Kim Hyun-suk, President and CEO of Samsung’s Consumer Electronics division, unveiled “Ballie” at the company’s pre-show keynote event on Monday and demonstrated what the ball-shaped bot can do — controlling other smart devices and serving as a personal assistant.
But Kim doesn’t see Ballie as a robot. “Ballie is not a robot but an interactional device,” Kim said at a press meeting for Korean reporters at CES the following day.
“Ballie itself isn’t a big deal. But it becomes a big deal when it is connected with other devices.”

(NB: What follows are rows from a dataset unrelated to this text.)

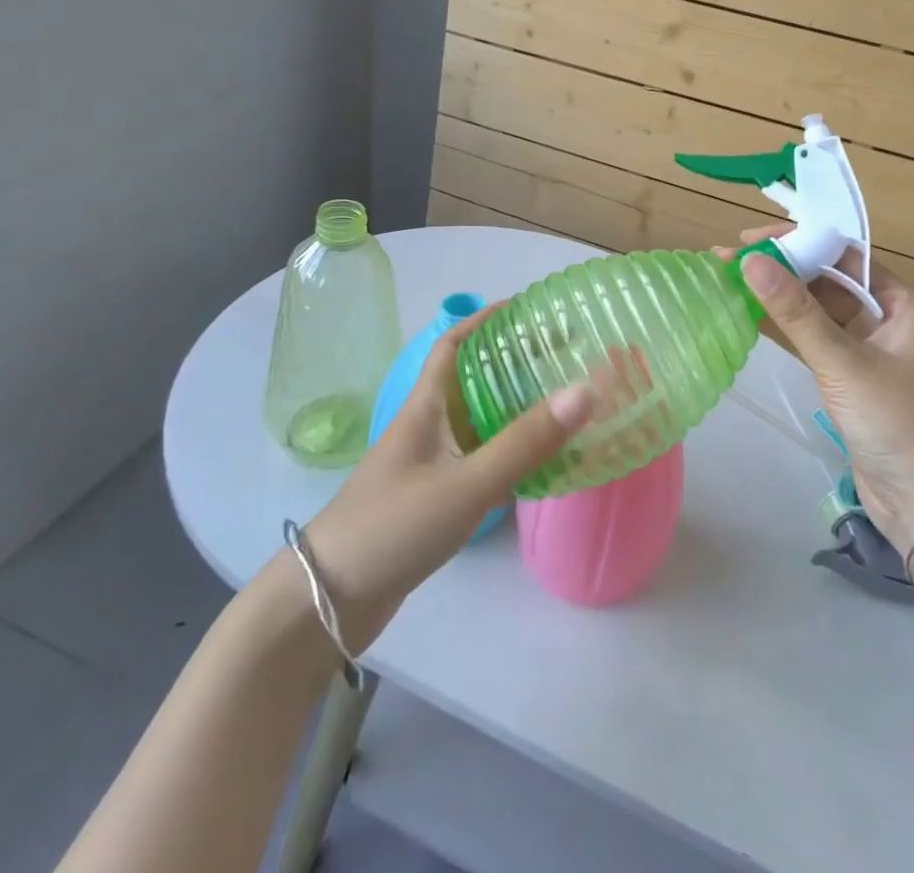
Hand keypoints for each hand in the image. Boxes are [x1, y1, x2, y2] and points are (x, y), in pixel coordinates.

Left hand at [300, 304, 592, 650]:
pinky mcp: (432, 499)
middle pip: (472, 381)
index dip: (485, 321)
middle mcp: (426, 427)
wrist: (329, 602)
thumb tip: (584, 391)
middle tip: (562, 360)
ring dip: (514, 410)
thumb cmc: (392, 527)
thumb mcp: (465, 484)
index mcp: (425, 408)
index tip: (528, 311)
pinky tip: (538, 465)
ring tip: (562, 404)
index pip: (452, 345)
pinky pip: (478, 461)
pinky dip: (507, 454)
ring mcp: (428, 465)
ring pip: (478, 423)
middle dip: (513, 365)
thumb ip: (523, 443)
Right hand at [727, 226, 913, 550]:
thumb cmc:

Samsung Electronics developed Ballie because a single smart device cannot satisfy all consumers’ needs, Kim said, emphasizing that Ballie’s future is in care services, such as looking after the elderly or children.
“There are robots for cleaning and dishwashing, but instead of operating each robot separately, why not have a device that can interact (with other devices)?” he said.
“We haven’t yet decided whether Ballie should be commercialized or how it should be priced, but if we’re to actually make one, I say it should be very simple.”
On the keynote stage, Ballie was able to follow Kim as he moved around and was ready to offer services. Asked about privacy, Kim said the company has solutions for that.
“I think we’ll see a future where people have their own servers in their homes, which means that users’ data will stay in their home,” he said.
“Ballie doesn’t have intelligence. It can come from somewhere else, maybe from edge computing.”
After Ballie was unveiled, many reviewers said that it reminded them of the BB-8 droid from the new “Star Wars” movies.
Kim said he’s not sure whether the engineers had BB-8 in mind while developing Ballie but they certainly put a lot of work in to develop Ballie’s capabilities.
“Ten engineers developed Ballie and I don’t know whether they thought about ‘Star Wars,’” he said.
“Backstage at the keynote, they really worked to keep the Wi-Fi network for Ballie up. One of them even cried after our demonstration of Ballie was over.”